Pull every line containing the word "road" out of the material below.

▶ **Record excerpts**:
-------------------------

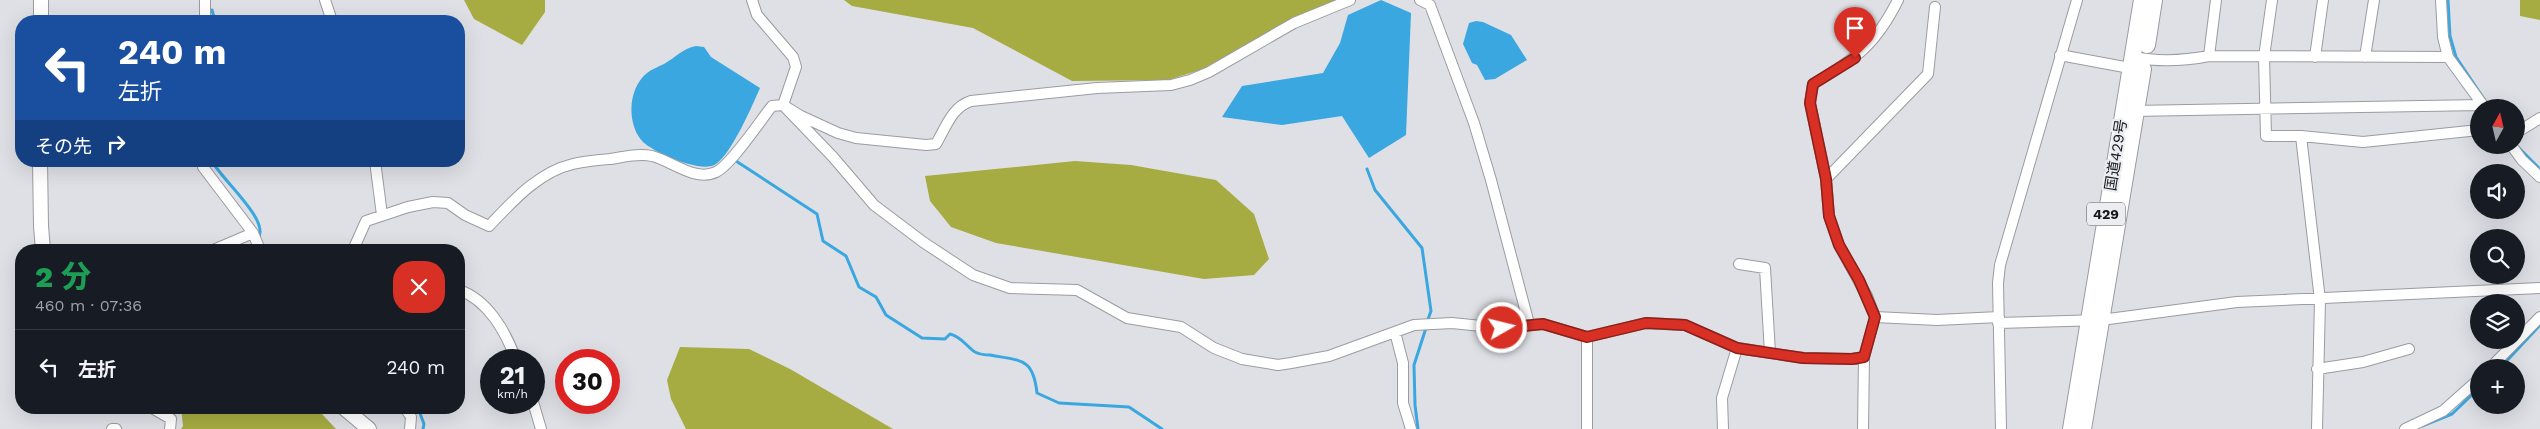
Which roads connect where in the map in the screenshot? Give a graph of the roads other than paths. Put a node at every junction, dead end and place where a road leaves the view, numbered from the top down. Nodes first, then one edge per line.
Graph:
1 (41, 0) edge
2 (205, 0) edge
3 (326, 0) edge
4 (752, 0) edge
5 (1350, 0) edge
6 (1420, 0) edge
7 (1898, 0) edge
8 (2077, 0) edge
9 (2142, 0) edge
10 (2154, 0) edge
11 (2216, 0) edge
12 (2272, 0) edge
13 (2324, 0) edge
14 (2374, 0) edge
15 (2442, 0) edge
16 (1935, 8) dead end
17 (41, 15) edge
18 (204, 15) edge
19 (330, 15) edge
20 (2060, 55) junction
21 (2209, 56) junction
22 (2448, 56) junction
23 (2264, 57) junction
24 (2365, 57) junction
25 (2315, 58) junction
26 (2138, 64) junction
27 (2479, 99) edge
28 (783, 105) junction
29 (2470, 106) edge
30 (2266, 110) junction
31 (2130, 111) junction
32 (2540, 118) edge
33 (2525, 127) edge
34 (2470, 131) edge
35 (2301, 136) junction
36 (2518, 154) edge
37 (40, 167) edge
38 (203, 167) edge
39 (376, 167) edge
40 (2540, 177) edge
41 (1826, 179) junction
42 (382, 215) junction
43 (257, 242) edge
44 (42, 244) edge
45 (356, 244) edge
46 (1739, 264) dead end
47 (2540, 288) edge
48 (465, 293) edge
49 (2320, 300) junction
50 (1875, 317) junction
51 (2540, 317) edge
52 (1999, 320) junction
53 (2095, 320) junction
54 (1529, 324) junction
55 (1395, 332) junction
56 (1587, 337) junction
57 (1737, 348) junction
58 (512, 349) edge
59 (2408, 349) dead end
60 (1770, 353) junction
61 (1864, 357) junction
62 (2499, 359) edge
63 (2318, 369) junction
64 (2470, 387) edge
65 (162, 414) edge
66 (351, 414) edge
67 (409, 414) edge
68 (537, 414) edge
69 (170, 429) edge
70 (369, 429) edge
71 (410, 429) edge
72 (541, 429) edge
73 (1411, 429) edge
74 (1586, 429) edge
75 (1723, 429) edge
76 (1863, 429) edge
77 (2001, 429) edge
78 (2071, 429) edge
79 (2083, 429) edge
80 (2317, 429) edge
81 (2405, 429) edge

1 - 17 main road
2 - 18 street
3 - 19 street
4 - 28 street
5 - 28 street
6 - 54 street
7 - 41 street
8 - 20 street
9 - 26 highway, 国道429号 / 429
10 - 26 highway, 国道429号 / 429
11 - 21 street
12 - 23 street
13 - 25 street
14 - 24 street
15 - 22 street
16 - 41 street
20 - 26 street
20 - 52 street
21 - 23 street
21 - 26 street
22 - 24 street
22 - 27 street
23 - 25 street
23 - 30 street
24 - 25 street
26 - 31 highway, 国道429号 / 429
28 - 42 street
28 - 55 street
29 - 30 street
30 - 31 street
30 - 35 street
31 - 53 highway, 国道429号 / 429
32 - 33 street
34 - 35 street
35 - 49 street
36 - 40 street
37 - 44 main road
38 - 43 street
39 - 42 street
41 - 50 street
42 - 45 street
46 - 60 street
47 - 49 street
48 - 58 street
49 - 53 street
49 - 63 street
50 - 52 street
50 - 61 street
51 - 62 street
52 - 53 street
52 - 77 street
53 - 78 highway, 国道429号 / 429
53 - 79 highway, 国道429号 / 429
54 - 55 street
54 - 56 street
55 - 73 street
56 - 57 street
56 - 74 street
57 - 60 street
57 - 75 street
59 - 63 street
60 - 61 street
61 - 76 street
63 - 80 street
64 - 81 street
65 - 69 street
66 - 70 main road
67 - 71 street
68 - 72 street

-------------------------

▶ **Answer to this problem**:
Which roads connect where in the map in the screenshot? Give a graph of the roads other than paths. Put a node at every junction, dead end and place where a road leaves the view, numbered from the top down. Nodes first, then one edge per line.
1 - 17 main road
37 - 44 main road
66 - 70 main road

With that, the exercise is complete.